Anonymization’s Murky Waters
Data experts aim to balance privacy risk, research potential
Anonymization at its simplest is the idea that removing personally identifiable information, such as Social Security numbers and addresses, from a data set leaves you with clean, risk-free information to store, examine and distribute without the fear of privacy breach or burden of compliance. Sleep tight; it’s anonymized.
But the details turn out to be remarkably difficult, says Chris Clifton, associate professor of computer science at Purdue University. Clifton leads a researching anonymization methods and limitations project, which the National Science Foundation recently bolstered with a $1.5 million grant.

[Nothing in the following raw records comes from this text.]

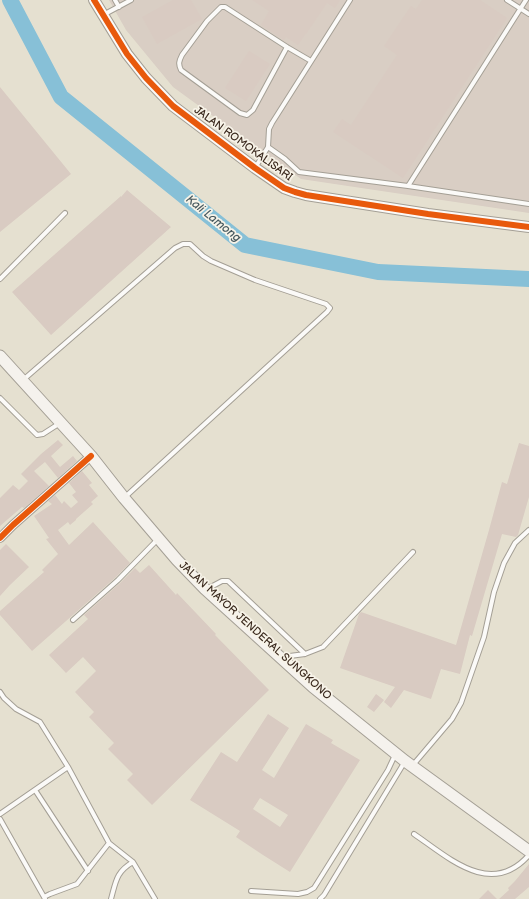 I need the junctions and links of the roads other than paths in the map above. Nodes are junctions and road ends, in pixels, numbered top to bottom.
1 (94, 0) edge
2 (115, 0) edge
3 (131, 0) edge
4 (350, 0) edge
5 (508, 0) edge
6 (526, 0) edge
7 (119, 7) junction
8 (520, 8) junction
9 (529, 14) edge
10 (103, 15) junction
11 (286, 47) junction
12 (311, 61) junction
13 (268, 147) junction
14 (255, 168) junction
15 (408, 186) junction
16 (529, 204) edge
17 (65, 213) dead end
18 (529, 227) edge
19 (0, 279) edge
20 (1, 360) edge
21 (22, 380) junction
22 (0, 398) edge
23 (60, 423) junction
24 (91, 456) junction
25 (124, 498) junction
26 (529, 530) edge
27 (0, 538) edge
28 (158, 539) junction
29 (414, 552) dead end
30 (205, 589) junction
31 (72, 620) dead end
32 (305, 654) junction
33 (280, 657) junction
34 (0, 692) edge
35 (4, 698) junction
36 (0, 702) edge
37 (396, 753) junction
38 (409, 763) junction
39 (68, 767) junction
40 (35, 790) junction
41 (0, 814) edge
42 (0, 819) edge
43 (414, 834) dead end
44 (109, 842) junction
45 (529, 851) edge
46 (529, 855) edge
47 (133, 862) junction
48 (88, 871) junction
49 (251, 891) dead end
50 (45, 898) edge
51 (111, 899) edge
52 (155, 899) edge
53 (320, 899) edge

1 - 10 street, JALAN ROMOKALISARI
2 - 7 lane
3 - 7 lane
4 - 12 lane
5 - 8 lane
6 - 8 lane
7 - 10 lane
8 - 9 lane
8 - 15 lane
10 - 14 street, JALAN ROMOKALISARI
11 - 11 lane
11 - 12 lane
12 - 13 lane
13 - 14 lane
13 - 15 lane
14 - 18 street, JALAN ROMOKALISARI
15 - 16 lane
17 - 19 lane
20 - 21 main road, JALAN MAYOR JENDERAL SUNGKONO
21 - 23 main road, JALAN MAYOR JENDERAL SUNGKONO
21 - 25 lane
22 - 23 lane
23 - 24 main road, JALAN MAYOR JENDERAL SUNGKONO
24 - 25 main road, JALAN MAYOR JENDERAL SUNGKONO
24 - 27 street
25 - 28 main road, JALAN MAYOR JENDERAL SUNGKONO
26 - 38 lane
28 - 30 main road, JALAN MAYOR JENDERAL SUNGKONO
28 - 31 lane
29 - 32 lane
30 - 32 lane
30 - 33 main road, JALAN MAYOR JENDERAL SUNGKONO
32 - 33 lane
33 - 37 main road, JALAN MAYOR JENDERAL SUNGKONO
34 - 35 lane
35 - 36 lane
35 - 39 lane
37 - 38 main road, JALAN MAYOR JENDERAL SUNGKONO
37 - 49 lane
38 - 45 main road, JALAN MAYOR JENDERAL SUNGKONO
38 - 53 lane
39 - 40 lane
39 - 44 lane
40 - 41 lane
40 - 48 lane
42 - 50 lane
43 - 46 lane
44 - 47 lane
44 - 48 lane
47 - 51 lane
47 - 52 lane
48 - 50 lane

At stake is private and public researchers’ ability to better learn from the streams of data that flow endlessly through our society. “There’s a lot of value in that data. A lot of good things can be done with it,” Clifton says. A DVD distributor last year awarded a $1 million prize to a team that improved its movie-recommendation formula by 10 percent using a scrubbed data set. If similar strides could be made with healthcare, education and other data, successful anonymization could unlock information for everyone’s gain. But this can only happen if data holders can share information without risking privacy.
Much of the complexity for data stewards and policymakers stems from a need to understand what really constitutes personally identifiable data. Clearly, a customer’s credit-card number is worthy of strict protection. But what about the fact that some unnamed ISP subscriber searched the Web for “the best season to visit Italy”? Or a list of favorite movies, scrubbed of personal details? In two unrelated 2006 cases, anonymized data sets released for noble research purposes fueled public awareness of the creepily complete pictures seemingly meaningless data can paint. New York Times reporters tracked down an ISP subscriber based only on a list of search queries, and University of Texas researchers wrote an algorithm to personally identify a DVD distribution service user who also used imdb.com, based only on their movie ratings.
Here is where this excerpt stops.